Your responsibility: The best advice on … masks
What can we do as individuals to combat the winter COVID-19 wave? In the first part of our special series, the health team asks experts for the best advice on masks.
State Health Minister Mary-Anne Thomas “strongly recommends” Victorians wear masks indoors and in crowded places, but there will be no mandate, except on public transport and in medical settings or indoors if you’re a close contact.
So how do people decide what to do? And what’s the best advice for individuals, given the COVID-19 fatigue?
According to health experts, the best advice is that every Victorian, including children over the age of eight, should wear industrial respirators such as N95 or P1 masks.
They should be worn in indoor settings that attract large crowds but have poor ventilation, from shopping centres to supermarkets, restaurants and on public transport.
They say cloth and surgical masks, while better than no mask at all, are still poor filters of small airborne COVID-19 particles, raising the risk of an infection with the BA.5 subvariant of Omicron, which is fuelling the latest wave.

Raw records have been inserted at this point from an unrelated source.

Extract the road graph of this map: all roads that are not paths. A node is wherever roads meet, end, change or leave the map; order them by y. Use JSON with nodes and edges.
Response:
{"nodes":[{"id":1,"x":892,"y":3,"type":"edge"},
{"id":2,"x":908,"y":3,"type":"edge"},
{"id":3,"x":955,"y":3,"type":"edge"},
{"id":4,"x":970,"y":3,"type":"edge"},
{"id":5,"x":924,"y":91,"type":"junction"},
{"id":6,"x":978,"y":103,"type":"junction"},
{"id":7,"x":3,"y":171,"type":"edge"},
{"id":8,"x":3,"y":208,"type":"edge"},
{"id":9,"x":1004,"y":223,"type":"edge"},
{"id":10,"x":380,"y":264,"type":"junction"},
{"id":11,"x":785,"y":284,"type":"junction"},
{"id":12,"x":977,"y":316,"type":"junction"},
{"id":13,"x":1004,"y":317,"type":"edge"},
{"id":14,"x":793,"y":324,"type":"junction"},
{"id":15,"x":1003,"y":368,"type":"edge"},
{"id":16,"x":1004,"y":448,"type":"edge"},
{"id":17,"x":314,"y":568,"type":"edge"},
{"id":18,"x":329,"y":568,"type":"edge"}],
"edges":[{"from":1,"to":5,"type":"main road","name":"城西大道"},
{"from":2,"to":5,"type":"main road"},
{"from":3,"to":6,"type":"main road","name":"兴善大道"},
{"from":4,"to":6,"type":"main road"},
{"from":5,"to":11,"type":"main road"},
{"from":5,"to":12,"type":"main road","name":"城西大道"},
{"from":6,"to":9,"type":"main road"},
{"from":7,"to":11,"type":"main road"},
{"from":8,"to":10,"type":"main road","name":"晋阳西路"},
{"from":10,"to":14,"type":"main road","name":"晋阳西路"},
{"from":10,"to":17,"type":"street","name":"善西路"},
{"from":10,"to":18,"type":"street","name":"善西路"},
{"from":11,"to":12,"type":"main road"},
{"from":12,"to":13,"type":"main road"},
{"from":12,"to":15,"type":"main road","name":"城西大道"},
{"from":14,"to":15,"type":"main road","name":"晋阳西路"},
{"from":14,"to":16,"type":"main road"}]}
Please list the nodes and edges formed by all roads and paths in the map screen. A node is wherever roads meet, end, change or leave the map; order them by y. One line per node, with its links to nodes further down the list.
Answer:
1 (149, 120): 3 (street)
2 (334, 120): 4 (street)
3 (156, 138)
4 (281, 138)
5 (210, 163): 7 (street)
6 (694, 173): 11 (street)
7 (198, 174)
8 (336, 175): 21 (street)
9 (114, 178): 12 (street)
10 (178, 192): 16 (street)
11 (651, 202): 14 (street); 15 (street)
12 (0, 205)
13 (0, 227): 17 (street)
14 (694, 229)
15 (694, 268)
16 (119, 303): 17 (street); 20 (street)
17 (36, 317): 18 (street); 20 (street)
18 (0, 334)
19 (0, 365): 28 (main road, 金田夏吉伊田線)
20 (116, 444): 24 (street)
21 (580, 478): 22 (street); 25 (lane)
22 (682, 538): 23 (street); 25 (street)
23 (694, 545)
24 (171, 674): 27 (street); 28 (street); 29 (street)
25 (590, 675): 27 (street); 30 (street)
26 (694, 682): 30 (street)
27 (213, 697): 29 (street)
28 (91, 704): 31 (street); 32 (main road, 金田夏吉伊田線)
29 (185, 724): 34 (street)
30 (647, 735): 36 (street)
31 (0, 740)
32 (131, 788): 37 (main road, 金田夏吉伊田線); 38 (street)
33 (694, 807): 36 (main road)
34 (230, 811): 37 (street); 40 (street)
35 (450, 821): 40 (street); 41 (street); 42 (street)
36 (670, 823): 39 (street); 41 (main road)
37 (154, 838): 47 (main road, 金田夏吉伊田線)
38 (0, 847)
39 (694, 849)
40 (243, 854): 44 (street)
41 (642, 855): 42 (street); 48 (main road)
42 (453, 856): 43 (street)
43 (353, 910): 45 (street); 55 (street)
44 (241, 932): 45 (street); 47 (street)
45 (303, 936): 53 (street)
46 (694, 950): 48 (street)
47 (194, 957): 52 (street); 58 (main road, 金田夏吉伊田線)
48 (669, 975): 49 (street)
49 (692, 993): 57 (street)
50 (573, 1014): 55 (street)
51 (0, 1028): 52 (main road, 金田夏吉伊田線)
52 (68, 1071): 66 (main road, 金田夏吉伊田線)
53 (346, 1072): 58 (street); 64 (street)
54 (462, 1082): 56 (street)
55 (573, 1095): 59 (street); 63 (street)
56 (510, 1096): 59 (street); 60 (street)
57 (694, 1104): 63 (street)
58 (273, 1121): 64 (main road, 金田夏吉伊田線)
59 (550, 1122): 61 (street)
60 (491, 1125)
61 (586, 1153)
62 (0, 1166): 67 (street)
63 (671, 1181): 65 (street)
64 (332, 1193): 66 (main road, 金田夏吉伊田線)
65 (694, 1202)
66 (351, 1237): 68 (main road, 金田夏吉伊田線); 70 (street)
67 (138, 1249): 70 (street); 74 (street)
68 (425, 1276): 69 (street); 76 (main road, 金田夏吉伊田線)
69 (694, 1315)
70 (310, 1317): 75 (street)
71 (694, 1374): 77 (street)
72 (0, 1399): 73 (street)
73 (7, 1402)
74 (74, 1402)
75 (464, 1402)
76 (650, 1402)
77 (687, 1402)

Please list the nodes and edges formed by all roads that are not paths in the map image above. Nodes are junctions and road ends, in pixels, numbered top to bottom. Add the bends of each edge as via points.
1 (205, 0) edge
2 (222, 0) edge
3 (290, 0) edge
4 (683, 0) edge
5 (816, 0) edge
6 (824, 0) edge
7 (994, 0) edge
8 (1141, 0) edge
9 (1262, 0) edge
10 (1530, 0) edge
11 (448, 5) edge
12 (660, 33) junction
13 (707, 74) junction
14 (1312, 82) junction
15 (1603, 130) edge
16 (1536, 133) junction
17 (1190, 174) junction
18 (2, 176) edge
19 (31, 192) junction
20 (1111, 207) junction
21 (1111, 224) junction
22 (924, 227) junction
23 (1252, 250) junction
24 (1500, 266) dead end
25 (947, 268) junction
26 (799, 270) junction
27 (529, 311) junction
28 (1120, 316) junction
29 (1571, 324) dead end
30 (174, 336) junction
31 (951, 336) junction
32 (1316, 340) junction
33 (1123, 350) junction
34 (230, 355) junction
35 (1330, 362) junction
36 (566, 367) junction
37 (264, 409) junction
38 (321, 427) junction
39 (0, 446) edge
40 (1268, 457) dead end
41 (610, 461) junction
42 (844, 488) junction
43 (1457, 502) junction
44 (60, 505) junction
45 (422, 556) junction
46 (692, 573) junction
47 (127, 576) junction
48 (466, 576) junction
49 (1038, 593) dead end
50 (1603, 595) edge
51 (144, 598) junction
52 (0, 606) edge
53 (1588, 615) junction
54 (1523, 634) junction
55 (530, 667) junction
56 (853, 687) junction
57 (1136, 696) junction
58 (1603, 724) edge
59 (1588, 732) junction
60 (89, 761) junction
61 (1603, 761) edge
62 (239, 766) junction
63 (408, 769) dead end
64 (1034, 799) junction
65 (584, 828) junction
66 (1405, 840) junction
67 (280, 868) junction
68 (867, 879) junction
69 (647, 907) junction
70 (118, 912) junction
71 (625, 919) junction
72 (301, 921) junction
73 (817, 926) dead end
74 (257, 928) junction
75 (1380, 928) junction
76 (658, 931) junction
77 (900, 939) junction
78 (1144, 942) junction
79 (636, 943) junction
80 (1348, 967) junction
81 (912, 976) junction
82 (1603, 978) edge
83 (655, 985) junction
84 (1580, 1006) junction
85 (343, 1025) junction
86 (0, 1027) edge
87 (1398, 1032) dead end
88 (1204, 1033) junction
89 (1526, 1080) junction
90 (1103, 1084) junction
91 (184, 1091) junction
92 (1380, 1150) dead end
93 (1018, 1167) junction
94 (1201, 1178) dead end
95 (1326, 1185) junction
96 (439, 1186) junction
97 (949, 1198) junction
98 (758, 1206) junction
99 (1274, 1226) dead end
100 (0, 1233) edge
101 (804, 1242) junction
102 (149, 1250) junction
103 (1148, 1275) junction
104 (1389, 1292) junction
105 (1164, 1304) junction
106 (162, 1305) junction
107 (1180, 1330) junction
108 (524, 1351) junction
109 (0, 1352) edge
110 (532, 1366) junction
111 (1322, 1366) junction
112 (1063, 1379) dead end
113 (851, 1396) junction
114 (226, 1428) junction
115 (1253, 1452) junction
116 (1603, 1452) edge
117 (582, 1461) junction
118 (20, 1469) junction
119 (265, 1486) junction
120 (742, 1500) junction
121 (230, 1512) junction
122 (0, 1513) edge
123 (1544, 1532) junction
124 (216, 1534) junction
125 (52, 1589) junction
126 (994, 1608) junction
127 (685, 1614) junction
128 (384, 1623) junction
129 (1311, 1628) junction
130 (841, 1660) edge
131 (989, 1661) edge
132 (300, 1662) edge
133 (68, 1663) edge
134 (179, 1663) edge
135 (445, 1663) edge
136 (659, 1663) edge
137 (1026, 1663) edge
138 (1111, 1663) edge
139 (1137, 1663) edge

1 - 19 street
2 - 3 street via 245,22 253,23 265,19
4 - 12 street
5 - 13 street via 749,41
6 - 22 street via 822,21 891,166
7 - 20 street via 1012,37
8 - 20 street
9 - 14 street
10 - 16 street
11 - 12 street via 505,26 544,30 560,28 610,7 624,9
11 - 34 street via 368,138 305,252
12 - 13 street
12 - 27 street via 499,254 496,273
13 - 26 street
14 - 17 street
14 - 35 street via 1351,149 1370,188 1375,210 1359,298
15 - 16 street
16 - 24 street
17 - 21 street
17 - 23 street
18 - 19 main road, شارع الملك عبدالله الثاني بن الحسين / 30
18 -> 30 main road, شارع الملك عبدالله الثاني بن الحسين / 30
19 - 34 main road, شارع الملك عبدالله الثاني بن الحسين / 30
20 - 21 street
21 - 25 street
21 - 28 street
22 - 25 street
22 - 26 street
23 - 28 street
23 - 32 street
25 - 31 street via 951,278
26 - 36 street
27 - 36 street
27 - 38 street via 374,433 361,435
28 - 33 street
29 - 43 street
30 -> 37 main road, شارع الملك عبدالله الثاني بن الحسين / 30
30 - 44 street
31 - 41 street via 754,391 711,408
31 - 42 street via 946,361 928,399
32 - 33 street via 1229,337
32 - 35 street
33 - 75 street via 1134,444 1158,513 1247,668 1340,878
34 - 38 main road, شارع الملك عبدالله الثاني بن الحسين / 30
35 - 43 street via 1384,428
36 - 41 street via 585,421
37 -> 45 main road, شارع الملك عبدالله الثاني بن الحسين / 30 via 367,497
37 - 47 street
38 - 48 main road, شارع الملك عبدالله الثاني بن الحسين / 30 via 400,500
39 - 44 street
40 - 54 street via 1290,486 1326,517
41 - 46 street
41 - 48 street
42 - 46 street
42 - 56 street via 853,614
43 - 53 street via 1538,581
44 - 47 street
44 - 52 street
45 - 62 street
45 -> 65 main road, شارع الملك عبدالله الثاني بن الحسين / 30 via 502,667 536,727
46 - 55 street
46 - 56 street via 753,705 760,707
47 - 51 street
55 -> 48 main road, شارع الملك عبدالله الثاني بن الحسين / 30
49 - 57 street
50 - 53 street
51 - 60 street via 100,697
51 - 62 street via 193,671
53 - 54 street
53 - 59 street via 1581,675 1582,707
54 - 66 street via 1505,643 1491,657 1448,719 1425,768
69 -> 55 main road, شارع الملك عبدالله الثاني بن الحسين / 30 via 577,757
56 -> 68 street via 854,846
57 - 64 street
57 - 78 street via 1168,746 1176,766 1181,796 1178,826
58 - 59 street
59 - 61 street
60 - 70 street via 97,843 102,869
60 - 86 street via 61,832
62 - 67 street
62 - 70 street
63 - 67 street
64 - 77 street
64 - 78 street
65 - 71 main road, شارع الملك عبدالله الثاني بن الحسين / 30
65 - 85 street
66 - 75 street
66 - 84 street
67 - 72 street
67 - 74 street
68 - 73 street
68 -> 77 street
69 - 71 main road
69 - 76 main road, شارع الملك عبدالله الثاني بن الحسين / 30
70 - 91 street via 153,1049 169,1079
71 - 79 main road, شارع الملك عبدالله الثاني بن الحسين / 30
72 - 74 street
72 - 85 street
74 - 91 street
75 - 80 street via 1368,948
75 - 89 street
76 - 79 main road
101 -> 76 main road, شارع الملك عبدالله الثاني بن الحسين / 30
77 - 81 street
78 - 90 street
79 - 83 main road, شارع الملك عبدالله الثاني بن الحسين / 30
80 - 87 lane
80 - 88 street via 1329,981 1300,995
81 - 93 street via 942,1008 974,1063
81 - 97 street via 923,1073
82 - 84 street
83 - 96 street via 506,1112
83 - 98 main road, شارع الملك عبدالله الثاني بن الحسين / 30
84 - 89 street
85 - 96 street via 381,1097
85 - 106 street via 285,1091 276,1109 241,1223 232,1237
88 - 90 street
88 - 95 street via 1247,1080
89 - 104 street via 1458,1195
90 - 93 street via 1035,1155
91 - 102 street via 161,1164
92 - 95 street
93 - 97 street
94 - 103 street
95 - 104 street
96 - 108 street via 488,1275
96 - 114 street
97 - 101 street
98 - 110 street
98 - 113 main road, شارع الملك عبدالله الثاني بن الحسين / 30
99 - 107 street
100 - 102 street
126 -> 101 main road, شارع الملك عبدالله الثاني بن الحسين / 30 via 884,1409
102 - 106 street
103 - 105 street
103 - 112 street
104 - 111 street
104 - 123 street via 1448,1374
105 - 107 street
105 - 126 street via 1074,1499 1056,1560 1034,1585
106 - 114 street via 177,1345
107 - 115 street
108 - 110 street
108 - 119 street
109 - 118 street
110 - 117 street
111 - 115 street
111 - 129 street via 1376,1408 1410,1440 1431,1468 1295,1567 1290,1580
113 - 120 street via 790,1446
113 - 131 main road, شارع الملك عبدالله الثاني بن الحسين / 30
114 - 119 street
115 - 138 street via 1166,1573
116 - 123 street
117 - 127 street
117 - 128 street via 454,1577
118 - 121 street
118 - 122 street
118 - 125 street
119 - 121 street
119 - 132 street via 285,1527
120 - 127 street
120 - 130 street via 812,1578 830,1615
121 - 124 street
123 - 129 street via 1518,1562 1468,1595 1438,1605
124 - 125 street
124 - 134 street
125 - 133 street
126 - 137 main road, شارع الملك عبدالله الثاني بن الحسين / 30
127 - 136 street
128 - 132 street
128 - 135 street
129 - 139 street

Cloth masks leave a person 13 times more likely to contract an influenza-like infection than surgical masks, one study of 1600 Vietnamese healthcare workers shows.
“No gaps,” Melbourne University epidemiologist Nancy Baxter said when asked about which masks people should use. “But any mask is better than none.”
The more tightly fitting P2 or N95 masks are available at hardware stores, supermarkets and chemists. But if only medical masks are available, wearing a cloth mask over the surgical mask or “double masking” can provide added protection. Knotting the ear loops before tying them around the ears can also reduce gaps, one study shows.
Professor of biostatistics and epidemiology at the University of South Australia Adrian Esterman said he wore a mask in crowded outdoor settings where he could not safely socially distance, such as football matches. He also wore one recently in a cinema and wears one in a restaurant until he sits down.
Masks matter
- Everyone over the age of eight should wear an N95, P1 or P2 mask in crowded indoor settings.
- Good-quality, fitted masks reduce your risk of COVID infection by two thirds.
- Cloth and surgical masks are better than no mask, but are poor filters of airborne COVID particles.
- If only medical masks are available, wear a cloth mask over the surgical mask for added protection.
“Basically, any time you are walking through a crowd of strangers you should be wearing a mask,” he said.
Esterman said there was general scientific consensus that wearing a mask was beneficial to curbing the spread of the BA.5 variant, but it was difficult to obtain exact figures because “it’s almost impossible to do a randomised control trial of face mask wearing.
“But the trials that have been done show that … if you’re wearing a good-quality mask, like an N95, you’re basically two-thirds less likely to get infected.”
A non-infected person wearing a fitted mask has up to 75 per cent reduced chance of catching COVID-19, separate research shows.
Masks can help protect against the BA.5 subvariant of Omicron, which is fuelling the latest wave.Credit:Justin McManus
Esterman said N95 or P2 masks were superior to cloth or surgical masks for two key reasons: they have a higher degree of filtration and they do not let airborne particles escape because they fit the face better.
Baxter said the Omicron subvariant outbreak would be more contained in Victoria if more people were wearing masks.
She cited a study of 20 million people across six continents that found mask wearing reduces the effective reproductive number – or the average number of people an initial case infects in a population – by 19 per cent.
“What I’m asking everyone to do is to look at what you’re doing and think about what you could do that’s a little safer in terms of COVID-19 spreading,” she said.